- _WHAT THE TASK REQUIRES_:
Copy each line from the data that has the word "canvas" in it.

- - -

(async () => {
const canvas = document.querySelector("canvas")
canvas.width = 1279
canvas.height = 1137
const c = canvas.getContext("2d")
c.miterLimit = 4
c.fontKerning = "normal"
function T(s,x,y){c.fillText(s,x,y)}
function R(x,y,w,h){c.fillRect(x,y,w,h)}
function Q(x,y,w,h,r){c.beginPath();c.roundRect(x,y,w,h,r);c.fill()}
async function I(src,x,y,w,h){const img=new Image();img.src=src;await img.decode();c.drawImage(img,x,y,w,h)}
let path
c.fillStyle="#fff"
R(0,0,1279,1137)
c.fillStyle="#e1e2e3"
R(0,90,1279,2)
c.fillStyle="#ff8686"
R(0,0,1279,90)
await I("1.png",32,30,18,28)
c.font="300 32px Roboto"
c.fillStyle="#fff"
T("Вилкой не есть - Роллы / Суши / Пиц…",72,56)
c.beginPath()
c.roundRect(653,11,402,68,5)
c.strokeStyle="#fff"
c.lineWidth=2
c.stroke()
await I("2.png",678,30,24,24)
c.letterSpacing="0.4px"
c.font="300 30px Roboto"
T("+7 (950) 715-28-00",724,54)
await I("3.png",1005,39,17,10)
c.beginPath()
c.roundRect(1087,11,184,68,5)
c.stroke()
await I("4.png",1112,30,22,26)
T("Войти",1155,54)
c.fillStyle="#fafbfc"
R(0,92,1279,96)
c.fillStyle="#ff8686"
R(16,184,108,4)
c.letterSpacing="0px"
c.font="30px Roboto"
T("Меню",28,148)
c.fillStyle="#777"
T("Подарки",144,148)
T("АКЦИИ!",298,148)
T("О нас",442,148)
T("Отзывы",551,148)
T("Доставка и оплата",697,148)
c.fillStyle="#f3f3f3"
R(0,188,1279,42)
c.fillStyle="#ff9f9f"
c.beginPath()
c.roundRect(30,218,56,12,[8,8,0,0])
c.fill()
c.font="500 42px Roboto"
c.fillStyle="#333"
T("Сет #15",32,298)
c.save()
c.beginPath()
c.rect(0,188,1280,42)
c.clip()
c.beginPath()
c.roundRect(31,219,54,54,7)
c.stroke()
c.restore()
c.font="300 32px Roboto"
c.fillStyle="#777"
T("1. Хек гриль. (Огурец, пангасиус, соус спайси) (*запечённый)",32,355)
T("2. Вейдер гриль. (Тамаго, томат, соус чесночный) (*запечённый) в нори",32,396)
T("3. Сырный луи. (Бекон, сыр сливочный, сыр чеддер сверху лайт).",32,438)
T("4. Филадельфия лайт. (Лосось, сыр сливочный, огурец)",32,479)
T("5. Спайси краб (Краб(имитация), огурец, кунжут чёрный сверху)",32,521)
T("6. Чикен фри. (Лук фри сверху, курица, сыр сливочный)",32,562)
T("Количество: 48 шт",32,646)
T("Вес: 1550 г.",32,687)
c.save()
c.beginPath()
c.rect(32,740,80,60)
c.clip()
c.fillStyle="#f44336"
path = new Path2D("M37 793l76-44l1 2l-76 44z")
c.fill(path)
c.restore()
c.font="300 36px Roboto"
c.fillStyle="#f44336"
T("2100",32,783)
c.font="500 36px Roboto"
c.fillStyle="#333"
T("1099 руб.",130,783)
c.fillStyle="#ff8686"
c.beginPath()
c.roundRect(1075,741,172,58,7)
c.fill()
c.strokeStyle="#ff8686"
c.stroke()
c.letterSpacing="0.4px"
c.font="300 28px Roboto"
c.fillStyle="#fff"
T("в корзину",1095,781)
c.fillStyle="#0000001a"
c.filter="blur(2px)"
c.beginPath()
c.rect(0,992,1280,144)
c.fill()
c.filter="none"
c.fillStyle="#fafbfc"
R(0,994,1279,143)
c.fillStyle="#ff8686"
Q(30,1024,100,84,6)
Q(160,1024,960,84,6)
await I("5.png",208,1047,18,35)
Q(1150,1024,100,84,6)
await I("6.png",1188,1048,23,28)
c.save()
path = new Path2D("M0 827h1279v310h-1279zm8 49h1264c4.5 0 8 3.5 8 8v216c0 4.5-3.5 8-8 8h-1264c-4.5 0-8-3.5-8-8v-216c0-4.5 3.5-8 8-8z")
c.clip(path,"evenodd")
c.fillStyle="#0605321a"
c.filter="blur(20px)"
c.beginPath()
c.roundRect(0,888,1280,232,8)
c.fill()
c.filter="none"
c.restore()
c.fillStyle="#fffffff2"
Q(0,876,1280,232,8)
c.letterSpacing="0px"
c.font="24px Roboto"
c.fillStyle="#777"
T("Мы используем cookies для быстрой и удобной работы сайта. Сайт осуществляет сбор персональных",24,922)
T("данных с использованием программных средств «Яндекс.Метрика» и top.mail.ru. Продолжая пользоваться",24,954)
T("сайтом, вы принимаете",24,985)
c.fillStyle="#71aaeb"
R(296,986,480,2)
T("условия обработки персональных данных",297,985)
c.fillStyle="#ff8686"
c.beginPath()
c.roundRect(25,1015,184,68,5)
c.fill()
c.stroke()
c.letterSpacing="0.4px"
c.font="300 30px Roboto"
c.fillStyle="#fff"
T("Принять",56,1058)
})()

- - -

- _RESPONSE TO THE EXERCISE_:
const canvas = document.querySelector("canvas")
canvas.width = 1279
canvas.height = 1137
const c = canvas.getContext("2d")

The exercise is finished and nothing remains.